Kelly-Ann Beckford

Personal information
- Born: 20 April 2000 (age 26)

Sport
- Sport: Athletics
- Event: 800m

Achievements and titles
- Personal bests: 400m: 53.78 (Spanish Town, 2025) 800m:: 1:58.46 (College Station, 2026) 1500m:: 4:26.20 (Houston, 2024)

Medal record
Women's athletics
Representing Jamaica
NACAC Championships
| Bronze medal – third place | 2025 Freeport | 800 m |

= Kelly-Ann Beckford =

Jamaican athlete (born 2000)

Kelly-Ann Beckford (born 20 April 2000) is a Jamaican middle-distance runner. She has won the Jamaican Athletics Championships over both 800 metres and 1500 metres.

==Biography==
She attended Albert Town High School in Albert Town, Jamaica, and won at the 2015 ISSA GraceKennedy Boys and Girls' Championship, to become the first girl from the school to win at the championships. She later studied and competed in the United States at Lincoln University in Missouri, and the University of Houston.

In May 2022, she became the NCAA Division 2 champion for Lincoln University over 800 metres whilst training under Jamaican coach Harold “Poppy” Thomas. She won the Jamaican Athletics Championships over 1500 metres in June 2022 in Kingston, Jamaica, finishing ahead of Adelle Tracey.

In 2024, she won Big 12 Conference indoor 800 metres title for Houston with an indoor personal best, school record and Big 12 indoor record time of 2:00.99. Beckford went on to run a personal best and University of Houston outdoor programme record for the 800 metres of 2:02.88 in March 2025 at the Clyde Littlefield Texas Relays in Austin, Texas.

After graduating from Houston in 2024, she trained under Stephen Francis at the MVP Track Club. She competed for Jamaica at the 2025 World Athletics Relays in China.

She won the Jamaican Athletics Championships over 800 metres in June 2025 in Kingston, finishing ahead of Natoya Goule-Toppin. She won the bronze medal over 800 metres at the 2025 NACAC Championships in August 2025 in Freeport, The Bahamas running a personal best time of 2:00.17. She competed in the women's 800 metres at the 2025 World Athletics Championships in Tokyo, Japan.

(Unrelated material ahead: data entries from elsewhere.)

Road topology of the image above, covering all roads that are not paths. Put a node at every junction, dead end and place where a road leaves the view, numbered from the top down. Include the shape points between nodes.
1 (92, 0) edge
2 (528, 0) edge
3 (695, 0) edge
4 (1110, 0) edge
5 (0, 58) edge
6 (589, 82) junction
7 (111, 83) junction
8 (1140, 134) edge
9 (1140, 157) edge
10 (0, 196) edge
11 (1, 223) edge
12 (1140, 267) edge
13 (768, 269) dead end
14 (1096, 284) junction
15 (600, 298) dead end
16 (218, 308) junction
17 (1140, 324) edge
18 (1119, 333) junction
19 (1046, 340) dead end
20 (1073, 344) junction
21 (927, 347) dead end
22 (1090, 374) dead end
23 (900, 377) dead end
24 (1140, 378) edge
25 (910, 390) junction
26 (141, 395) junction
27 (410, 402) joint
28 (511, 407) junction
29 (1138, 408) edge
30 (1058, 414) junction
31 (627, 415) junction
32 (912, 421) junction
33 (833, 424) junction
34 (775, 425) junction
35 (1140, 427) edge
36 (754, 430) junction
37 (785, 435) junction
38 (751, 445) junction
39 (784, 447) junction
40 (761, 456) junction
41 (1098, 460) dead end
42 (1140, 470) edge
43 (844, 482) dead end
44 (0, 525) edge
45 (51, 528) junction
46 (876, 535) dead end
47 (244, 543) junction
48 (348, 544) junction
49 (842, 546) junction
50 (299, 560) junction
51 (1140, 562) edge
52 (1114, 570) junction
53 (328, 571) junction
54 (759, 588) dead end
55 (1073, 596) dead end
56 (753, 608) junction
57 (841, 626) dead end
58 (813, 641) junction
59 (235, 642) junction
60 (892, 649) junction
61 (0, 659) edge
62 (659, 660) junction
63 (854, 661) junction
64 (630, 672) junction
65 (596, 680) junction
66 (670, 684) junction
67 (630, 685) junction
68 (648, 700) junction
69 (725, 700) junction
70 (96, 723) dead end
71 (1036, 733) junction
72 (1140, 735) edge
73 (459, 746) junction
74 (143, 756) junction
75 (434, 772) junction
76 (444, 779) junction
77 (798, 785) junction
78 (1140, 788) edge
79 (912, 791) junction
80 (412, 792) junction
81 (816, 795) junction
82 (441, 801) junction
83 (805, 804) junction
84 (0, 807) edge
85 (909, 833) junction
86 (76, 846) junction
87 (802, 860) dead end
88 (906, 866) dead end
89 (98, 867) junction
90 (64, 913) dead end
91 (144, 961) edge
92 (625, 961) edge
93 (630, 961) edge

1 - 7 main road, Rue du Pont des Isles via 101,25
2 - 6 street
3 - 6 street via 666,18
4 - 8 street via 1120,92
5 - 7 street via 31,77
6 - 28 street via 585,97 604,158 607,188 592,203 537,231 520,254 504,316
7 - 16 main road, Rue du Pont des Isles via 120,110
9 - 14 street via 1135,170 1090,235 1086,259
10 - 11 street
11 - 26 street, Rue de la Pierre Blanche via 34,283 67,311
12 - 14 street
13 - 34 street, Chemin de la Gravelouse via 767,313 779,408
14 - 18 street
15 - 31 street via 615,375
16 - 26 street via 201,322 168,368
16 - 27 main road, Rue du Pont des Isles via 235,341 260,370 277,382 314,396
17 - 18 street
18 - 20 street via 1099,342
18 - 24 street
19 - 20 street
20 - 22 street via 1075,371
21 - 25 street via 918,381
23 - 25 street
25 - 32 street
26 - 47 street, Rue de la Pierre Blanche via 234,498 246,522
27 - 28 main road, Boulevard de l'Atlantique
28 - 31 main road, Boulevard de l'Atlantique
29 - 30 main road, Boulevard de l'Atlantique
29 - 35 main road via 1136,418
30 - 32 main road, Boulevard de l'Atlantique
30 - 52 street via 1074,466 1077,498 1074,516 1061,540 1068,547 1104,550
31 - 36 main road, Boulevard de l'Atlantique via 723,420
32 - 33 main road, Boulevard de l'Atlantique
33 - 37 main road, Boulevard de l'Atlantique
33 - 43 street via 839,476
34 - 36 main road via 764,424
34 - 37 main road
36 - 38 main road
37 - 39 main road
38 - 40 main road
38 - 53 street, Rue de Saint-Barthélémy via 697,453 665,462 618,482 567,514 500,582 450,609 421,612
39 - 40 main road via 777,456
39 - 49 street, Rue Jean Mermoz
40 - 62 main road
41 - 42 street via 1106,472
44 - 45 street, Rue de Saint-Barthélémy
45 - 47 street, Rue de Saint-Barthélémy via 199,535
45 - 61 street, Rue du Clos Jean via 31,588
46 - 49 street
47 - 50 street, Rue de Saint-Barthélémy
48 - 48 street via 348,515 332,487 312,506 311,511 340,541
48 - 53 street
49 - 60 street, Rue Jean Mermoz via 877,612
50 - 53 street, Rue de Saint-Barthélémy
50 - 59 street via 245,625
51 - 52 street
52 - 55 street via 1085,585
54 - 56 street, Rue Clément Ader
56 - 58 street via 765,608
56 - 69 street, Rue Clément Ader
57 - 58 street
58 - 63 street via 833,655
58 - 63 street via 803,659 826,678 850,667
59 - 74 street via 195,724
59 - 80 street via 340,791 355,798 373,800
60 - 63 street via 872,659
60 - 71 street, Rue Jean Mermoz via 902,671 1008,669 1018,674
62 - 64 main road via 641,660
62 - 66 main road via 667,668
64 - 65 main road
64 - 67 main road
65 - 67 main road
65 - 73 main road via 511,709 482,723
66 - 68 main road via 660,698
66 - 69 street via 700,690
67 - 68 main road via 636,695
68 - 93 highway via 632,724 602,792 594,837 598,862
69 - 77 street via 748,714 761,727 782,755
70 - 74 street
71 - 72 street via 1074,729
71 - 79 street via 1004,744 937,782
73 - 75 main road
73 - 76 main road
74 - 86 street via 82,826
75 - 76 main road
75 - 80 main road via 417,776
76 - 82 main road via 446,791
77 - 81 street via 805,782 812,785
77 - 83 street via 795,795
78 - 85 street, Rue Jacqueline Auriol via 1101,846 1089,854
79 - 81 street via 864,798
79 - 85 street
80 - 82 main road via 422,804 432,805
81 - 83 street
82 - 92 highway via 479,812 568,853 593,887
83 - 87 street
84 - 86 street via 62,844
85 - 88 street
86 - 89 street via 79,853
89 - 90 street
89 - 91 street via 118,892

Beckford was selected to represent Jamaica at the 2026 World Athletics Indoor Championships in Toruń, Poland, without advancing to the semi-finals of the 800 metres. On 6 June, Beckford ran a personal best 1:58.46 for the 800 m to place second at the USATF Lone Star Grand Prix in College Station, Texas. That month, she retained her 800 metres title at the 2026 Jamaican Championships. On 16 July, she won over 800 metres at Spitzen Leichtathletik Luzern in Switzerland. She was a finalist in the 800 metres at the 2026 Commonwealth Games in Glasgow, Scotland.